ABOUT THIS EXERCISE: Locate every line in the records below that holds the word "joint" and return each one.

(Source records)
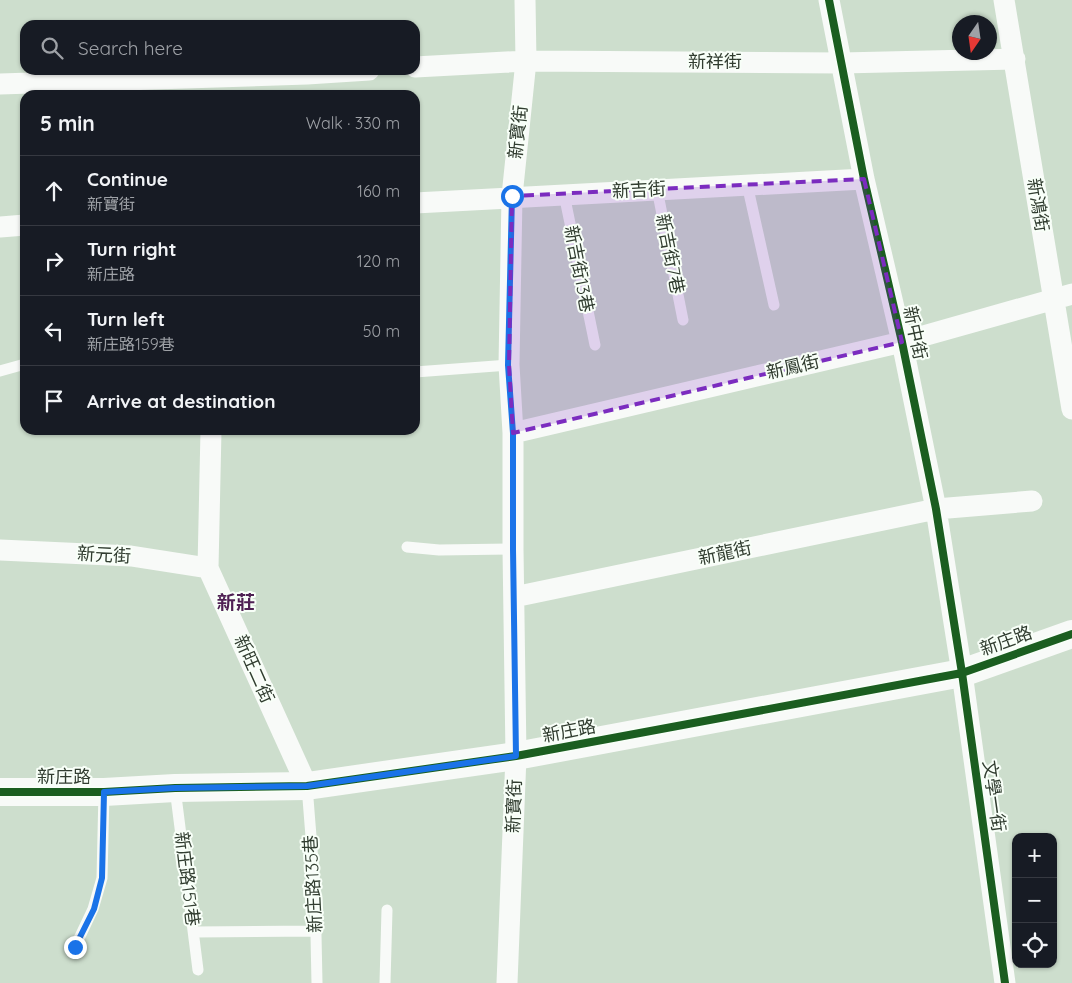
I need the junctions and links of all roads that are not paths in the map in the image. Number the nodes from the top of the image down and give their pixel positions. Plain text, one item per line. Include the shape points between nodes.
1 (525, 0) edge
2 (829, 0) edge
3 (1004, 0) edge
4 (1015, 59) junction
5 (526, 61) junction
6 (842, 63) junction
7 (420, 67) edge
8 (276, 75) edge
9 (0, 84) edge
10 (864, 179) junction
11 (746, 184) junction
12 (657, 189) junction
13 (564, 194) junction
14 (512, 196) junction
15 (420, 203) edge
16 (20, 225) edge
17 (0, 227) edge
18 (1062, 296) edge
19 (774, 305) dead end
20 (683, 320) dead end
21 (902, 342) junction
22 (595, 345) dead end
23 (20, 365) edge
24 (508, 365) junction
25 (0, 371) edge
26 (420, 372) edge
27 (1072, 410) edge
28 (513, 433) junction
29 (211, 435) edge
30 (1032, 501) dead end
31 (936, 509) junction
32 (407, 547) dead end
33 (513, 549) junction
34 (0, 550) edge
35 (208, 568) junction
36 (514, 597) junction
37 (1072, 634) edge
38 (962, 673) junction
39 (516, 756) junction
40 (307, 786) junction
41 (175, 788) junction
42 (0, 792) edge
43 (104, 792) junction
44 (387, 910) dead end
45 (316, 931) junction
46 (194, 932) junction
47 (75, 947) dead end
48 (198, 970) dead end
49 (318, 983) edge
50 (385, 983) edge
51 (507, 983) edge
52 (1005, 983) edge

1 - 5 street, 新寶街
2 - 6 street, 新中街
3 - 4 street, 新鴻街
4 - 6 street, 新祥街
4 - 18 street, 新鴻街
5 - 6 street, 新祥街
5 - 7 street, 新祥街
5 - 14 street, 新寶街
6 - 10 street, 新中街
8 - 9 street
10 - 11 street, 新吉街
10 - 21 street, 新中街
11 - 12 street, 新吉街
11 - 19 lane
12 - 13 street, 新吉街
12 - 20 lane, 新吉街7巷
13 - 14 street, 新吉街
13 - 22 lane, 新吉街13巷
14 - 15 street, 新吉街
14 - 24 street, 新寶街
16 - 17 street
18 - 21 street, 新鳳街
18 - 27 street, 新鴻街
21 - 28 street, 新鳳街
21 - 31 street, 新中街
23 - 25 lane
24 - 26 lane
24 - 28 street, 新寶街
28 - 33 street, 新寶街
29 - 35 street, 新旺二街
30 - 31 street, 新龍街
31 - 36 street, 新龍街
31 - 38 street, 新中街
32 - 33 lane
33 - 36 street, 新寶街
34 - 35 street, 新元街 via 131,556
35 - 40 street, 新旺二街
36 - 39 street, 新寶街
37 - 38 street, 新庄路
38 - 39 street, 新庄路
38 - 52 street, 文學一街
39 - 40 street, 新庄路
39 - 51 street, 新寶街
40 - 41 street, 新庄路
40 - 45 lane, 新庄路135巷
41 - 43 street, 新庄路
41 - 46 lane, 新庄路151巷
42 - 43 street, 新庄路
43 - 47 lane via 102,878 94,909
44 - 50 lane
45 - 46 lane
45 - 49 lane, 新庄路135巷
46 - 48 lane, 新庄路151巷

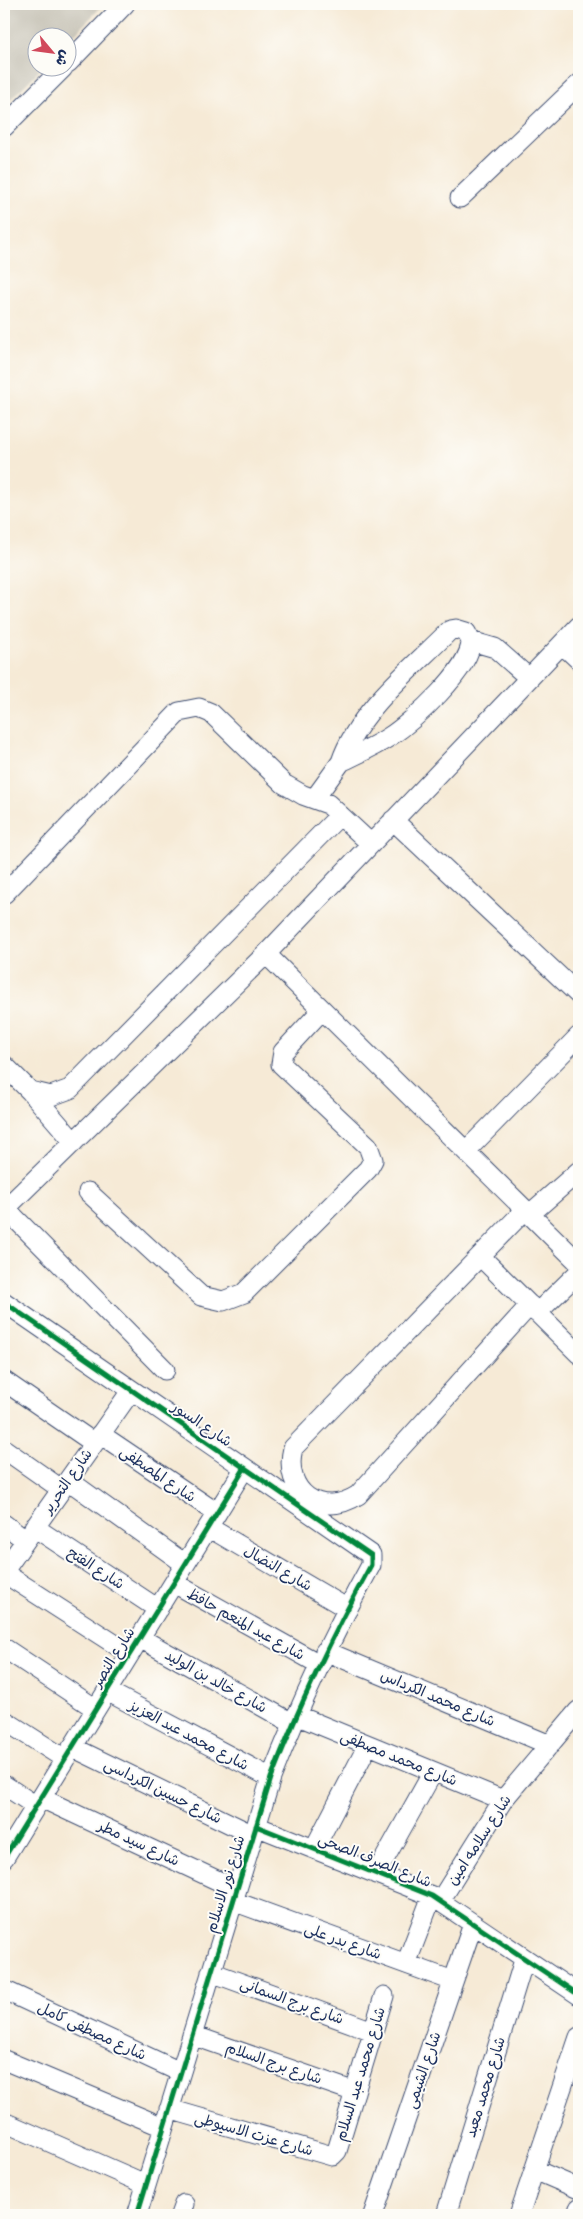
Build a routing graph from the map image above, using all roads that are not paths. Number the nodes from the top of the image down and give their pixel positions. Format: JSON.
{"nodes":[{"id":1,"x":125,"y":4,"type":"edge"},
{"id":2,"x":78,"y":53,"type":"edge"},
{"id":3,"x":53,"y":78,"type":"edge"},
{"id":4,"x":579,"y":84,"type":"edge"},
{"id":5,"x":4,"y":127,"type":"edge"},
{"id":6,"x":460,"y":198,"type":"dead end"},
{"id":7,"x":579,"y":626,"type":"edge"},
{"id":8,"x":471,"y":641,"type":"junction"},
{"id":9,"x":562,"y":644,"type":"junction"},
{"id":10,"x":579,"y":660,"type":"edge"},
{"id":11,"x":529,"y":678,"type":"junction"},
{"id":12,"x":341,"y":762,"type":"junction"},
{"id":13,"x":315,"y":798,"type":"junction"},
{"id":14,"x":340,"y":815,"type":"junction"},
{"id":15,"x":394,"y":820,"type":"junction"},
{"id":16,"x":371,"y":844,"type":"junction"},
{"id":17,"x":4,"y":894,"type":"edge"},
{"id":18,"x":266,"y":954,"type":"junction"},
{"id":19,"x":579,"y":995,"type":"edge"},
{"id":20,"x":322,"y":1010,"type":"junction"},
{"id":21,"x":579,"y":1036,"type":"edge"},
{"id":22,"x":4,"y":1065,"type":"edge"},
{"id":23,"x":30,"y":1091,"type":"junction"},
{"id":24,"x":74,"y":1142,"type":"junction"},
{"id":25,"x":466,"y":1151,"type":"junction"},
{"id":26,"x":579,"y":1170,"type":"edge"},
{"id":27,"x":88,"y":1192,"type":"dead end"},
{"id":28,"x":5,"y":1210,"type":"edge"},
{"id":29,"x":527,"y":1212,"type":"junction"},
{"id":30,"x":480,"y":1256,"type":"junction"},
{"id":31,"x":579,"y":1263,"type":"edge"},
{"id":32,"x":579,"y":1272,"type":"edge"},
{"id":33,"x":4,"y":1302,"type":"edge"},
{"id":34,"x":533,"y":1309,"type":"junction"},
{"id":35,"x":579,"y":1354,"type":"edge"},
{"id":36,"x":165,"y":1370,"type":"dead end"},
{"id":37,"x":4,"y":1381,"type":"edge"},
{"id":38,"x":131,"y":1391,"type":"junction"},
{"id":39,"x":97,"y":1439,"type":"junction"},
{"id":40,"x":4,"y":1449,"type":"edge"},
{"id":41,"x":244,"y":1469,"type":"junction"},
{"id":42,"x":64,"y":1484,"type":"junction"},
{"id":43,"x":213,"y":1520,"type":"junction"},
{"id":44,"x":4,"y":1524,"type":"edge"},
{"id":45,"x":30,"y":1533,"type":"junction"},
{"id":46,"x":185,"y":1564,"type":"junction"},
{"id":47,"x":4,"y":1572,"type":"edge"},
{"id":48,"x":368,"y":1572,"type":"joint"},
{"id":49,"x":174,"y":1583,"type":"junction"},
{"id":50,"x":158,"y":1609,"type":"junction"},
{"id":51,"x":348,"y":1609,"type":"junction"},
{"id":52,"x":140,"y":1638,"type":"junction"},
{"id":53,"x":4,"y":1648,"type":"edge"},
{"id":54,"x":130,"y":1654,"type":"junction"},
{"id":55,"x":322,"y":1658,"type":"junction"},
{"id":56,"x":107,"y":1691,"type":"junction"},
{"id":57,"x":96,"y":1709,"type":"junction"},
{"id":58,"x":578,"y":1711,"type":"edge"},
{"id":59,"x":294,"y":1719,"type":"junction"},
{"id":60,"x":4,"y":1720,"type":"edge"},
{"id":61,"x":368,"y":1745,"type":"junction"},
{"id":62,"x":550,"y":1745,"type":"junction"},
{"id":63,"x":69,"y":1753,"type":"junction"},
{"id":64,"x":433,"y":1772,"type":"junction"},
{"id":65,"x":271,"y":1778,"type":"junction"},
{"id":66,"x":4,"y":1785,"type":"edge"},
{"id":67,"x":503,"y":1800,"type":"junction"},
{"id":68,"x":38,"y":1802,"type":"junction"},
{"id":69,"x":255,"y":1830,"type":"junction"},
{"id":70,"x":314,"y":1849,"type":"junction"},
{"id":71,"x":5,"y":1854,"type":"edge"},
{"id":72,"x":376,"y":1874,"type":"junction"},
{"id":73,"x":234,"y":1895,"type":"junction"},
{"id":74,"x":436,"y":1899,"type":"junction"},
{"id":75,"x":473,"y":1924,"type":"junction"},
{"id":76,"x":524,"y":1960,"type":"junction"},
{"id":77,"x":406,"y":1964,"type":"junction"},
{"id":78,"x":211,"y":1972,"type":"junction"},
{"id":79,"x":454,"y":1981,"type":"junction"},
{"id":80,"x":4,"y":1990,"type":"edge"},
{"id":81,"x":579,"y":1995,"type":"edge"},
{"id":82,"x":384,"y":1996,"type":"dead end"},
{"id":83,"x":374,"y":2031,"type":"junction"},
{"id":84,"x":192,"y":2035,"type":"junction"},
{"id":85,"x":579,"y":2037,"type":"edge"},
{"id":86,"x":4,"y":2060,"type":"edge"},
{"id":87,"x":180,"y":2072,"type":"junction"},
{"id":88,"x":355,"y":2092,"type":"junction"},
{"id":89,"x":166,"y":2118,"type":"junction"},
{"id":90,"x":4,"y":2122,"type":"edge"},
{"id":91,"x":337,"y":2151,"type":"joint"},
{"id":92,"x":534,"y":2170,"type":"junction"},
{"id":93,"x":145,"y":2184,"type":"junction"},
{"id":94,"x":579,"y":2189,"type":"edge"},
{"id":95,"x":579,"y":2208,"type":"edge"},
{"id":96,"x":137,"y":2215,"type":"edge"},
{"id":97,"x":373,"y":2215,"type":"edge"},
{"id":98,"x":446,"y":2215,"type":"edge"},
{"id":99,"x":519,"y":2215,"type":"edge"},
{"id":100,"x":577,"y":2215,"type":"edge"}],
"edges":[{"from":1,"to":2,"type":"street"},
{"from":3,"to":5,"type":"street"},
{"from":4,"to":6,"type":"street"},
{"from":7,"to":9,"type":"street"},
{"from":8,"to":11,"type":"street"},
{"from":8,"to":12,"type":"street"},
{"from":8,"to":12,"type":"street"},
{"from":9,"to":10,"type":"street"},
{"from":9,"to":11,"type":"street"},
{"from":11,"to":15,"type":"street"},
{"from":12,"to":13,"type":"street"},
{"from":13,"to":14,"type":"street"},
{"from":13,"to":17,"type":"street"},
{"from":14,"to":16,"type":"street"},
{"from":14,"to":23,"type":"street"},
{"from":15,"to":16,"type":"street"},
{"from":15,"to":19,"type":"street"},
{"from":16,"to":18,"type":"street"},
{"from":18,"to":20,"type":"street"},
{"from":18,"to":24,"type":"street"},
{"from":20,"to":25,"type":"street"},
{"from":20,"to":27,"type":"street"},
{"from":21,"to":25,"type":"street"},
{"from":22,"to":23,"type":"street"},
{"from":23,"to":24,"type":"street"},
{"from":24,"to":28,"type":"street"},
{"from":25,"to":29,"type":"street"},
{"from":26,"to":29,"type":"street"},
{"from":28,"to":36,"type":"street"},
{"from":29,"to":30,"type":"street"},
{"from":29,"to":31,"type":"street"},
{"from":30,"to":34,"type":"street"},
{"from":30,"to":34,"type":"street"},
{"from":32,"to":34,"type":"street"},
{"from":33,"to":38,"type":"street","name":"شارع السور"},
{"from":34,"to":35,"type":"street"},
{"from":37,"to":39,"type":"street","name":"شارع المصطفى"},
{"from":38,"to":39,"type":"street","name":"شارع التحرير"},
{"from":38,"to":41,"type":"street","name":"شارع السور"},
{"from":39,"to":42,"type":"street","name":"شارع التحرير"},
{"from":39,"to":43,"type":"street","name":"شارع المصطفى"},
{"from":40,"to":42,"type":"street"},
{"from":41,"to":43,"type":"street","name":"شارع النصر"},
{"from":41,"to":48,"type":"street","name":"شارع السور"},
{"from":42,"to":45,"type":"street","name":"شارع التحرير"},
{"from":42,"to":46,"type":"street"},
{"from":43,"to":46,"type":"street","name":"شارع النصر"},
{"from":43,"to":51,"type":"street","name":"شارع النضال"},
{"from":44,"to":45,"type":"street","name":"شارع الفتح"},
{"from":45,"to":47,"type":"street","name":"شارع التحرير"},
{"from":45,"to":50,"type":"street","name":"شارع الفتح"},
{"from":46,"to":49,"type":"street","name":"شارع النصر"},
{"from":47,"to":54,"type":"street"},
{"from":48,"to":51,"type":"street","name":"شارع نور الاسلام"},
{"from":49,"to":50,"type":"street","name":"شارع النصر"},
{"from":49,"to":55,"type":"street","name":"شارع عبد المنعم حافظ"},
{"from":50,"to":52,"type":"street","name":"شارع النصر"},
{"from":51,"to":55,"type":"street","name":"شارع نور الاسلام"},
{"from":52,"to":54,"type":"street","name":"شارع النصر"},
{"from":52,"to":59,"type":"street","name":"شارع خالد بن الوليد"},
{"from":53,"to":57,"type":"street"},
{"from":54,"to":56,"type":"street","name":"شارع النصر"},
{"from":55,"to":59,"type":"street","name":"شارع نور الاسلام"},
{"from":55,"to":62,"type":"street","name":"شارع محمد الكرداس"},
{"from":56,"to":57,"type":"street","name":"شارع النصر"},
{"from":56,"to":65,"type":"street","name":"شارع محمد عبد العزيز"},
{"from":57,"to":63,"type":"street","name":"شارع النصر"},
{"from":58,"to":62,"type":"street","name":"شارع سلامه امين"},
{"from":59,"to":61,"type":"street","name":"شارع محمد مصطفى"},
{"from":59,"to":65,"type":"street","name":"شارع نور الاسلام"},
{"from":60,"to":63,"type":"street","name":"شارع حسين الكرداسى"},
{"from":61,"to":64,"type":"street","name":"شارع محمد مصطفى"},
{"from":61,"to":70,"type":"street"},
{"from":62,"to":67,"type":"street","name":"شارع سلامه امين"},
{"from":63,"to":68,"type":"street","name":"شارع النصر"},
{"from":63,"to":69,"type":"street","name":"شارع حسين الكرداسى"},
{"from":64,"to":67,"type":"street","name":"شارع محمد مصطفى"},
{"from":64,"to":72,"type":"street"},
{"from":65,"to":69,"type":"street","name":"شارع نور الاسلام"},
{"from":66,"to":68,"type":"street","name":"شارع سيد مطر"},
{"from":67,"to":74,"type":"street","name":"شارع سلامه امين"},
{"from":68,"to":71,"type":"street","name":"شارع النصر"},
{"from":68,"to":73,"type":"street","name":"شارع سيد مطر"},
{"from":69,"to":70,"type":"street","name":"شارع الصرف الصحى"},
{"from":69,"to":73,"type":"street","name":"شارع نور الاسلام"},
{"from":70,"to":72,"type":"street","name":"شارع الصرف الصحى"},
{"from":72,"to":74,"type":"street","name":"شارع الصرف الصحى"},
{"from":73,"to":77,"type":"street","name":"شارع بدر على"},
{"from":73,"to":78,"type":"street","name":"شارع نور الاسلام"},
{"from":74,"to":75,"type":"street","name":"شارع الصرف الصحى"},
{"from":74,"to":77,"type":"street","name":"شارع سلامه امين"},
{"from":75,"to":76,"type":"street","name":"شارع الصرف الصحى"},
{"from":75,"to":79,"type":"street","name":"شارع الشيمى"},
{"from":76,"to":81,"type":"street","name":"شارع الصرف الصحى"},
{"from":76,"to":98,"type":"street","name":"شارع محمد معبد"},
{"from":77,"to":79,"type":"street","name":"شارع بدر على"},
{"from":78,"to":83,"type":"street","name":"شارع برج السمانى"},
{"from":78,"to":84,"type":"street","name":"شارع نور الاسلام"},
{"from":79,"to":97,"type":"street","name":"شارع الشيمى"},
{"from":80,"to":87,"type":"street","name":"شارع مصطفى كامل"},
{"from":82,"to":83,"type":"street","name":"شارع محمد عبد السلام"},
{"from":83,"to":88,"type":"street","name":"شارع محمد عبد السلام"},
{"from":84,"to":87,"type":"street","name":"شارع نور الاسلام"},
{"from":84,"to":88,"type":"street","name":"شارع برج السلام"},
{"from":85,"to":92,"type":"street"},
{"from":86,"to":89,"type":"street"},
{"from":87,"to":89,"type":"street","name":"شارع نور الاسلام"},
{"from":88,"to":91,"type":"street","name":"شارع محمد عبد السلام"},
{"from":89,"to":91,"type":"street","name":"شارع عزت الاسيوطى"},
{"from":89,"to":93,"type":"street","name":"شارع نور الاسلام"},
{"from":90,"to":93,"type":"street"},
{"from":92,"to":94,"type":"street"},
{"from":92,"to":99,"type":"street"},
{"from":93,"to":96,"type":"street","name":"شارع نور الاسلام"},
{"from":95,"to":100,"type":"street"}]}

TASK SOLUTION:
{"id":48,"x":368,"y":1572,"type":"joint"},
{"id":91,"x":337,"y":2151,"type":"joint"},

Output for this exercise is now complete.